Consider an example which does satisfy both conditions. $$V_0=m\omega^2x^2/2$$, $$V_1=cx^4$$. Often the non-convergence of perturbation theory in this example is proven by pointing out that if $$c$$ is negative, then the potential goes to $$-\infty$$ as $$x$$ goes to $$\pm\infty$$, so we no longer have any bound states. So the groundstate energy cannot be an analytic function of $$c$$. But perturbation theory to a finite number of orders will still give a good approximation of how positive $$c$$ values affect the energy levels. And the perturbation grows with $$n$$. But this is really just a coincidence - not the cause of perturbation theory's failure.

Also, as other answers have noted, the condition $$E_n^{(1)}/E_n^{(0)}\rightarrow \infty$$ cannot possibly be the condition for convergence, because $$E_n^{(0)}$$ can be shifted arbitrarily by adding a constant to the potential. Typically, the validity of perturbation theory is expressed in terms of the correction to the energy level divided by energy level differences. The validity meaning that the first order is reasonably accurate - nothing to do with whether or not it converges after infinitely many orders. Likewise the validity of the adiabatic theorem is expressed in terms of energy level differences. I understand that you restricted your attention to situations where $$E_n^{(0)}>0$$ trying to avoid this issue, but the fact that $$E_n^{(0)}$$ is arbitrary just proves that $$E_n^{(1)}/E_n^{(0)}\rightarrow \infty$$ will never come up in a proof that (for example) perturbation theory doesn't converge.

As OP pointed out, the following example doesn't satisfy their condition $$E_n^{(1)}/E_n^{(0)}\rightarrow \infty$$, but it does have the property that the correction divided by energy level differences goes to infinity.

If I just remove the property of the potential which makes it non-convergent and still have the perturbation increasing with $$n$$ I will make a counterexample. Take the same harmonic oscillator from before and use $$V_1=\lambda m\omega_1^2 x^2$$. The energy levels are now $$E_n=(n+1/2)\hbar\sqrt{\omega^2+\lambda\omega_1^2}$$ If you used perturbation theory it would reveal, obviously, the taylor series of that expression for small $$\lambda$$. And it's not an asymptotic series, it has a radius of convergence given by $$|\lambda\omega_1^2|=\omega^2$$. But the perturbation also obviously grows with $$n$$, it's proportional to $$n+1/2$$.

• +1 Thanks for the discussion.

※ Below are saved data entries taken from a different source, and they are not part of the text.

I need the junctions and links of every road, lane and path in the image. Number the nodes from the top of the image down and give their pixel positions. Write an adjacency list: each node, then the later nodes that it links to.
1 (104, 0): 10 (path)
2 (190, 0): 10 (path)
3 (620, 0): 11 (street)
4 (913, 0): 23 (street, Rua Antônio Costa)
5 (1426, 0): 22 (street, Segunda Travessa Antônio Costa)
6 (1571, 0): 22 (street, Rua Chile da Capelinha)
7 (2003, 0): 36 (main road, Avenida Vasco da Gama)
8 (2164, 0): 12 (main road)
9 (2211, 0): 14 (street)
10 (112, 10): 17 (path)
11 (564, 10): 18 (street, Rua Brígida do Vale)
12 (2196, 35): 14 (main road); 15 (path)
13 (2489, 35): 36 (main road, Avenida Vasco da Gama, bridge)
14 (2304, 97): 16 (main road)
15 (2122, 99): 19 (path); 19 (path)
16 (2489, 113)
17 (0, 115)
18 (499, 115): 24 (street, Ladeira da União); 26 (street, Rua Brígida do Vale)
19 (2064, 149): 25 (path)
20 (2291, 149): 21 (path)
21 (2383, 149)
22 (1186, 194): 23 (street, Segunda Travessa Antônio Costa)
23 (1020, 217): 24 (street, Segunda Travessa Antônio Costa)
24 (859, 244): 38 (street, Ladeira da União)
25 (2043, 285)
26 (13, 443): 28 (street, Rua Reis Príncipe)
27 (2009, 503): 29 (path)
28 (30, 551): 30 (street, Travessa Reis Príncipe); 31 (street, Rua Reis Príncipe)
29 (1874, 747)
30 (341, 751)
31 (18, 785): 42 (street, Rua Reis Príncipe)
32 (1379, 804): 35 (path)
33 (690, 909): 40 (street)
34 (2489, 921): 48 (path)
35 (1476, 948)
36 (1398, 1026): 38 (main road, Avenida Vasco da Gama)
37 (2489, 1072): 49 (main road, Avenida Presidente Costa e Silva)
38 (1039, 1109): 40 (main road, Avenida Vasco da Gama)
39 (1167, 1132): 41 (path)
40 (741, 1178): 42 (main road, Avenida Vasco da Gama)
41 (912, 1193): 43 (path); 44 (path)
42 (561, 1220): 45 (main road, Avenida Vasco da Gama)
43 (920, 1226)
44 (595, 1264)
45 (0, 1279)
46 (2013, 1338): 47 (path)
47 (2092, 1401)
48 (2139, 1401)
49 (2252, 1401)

Note that it's not quite enough for the counterexample to have an energy correction growing in $n$; it needs to be growing rapidly enough in $n$, since I'm considering the case that $E_n^{(1)}/E_n^{(0)}$ diverges Jun 27, 2023 at 17:52
• @user196574 yeah I see now that this didn't satisfy your divergence condition. I edited the answer because I still think it has some useful ideas, and I added some discussion about how $E_n^{(1)}/E_n^{(0)}\rightarrow \infty$ is probably not a well-defined condition. But I couldn't easily fix my "counterexample" to make it satisfy your condition. Jun 28, 2023 at 8:29

The limit $$n\rightarrow \infty$$ is unnecessary (as is looking for a divergence in this ratio). A condition that is typically necessary for perturbation theory to be valid is that $$$$\frac{E^{(1)}_n}{E^{(0)}_n} \ll 1$$$$ for all $$n$$. (At least, all $$n$$ where you trust your theory is valid).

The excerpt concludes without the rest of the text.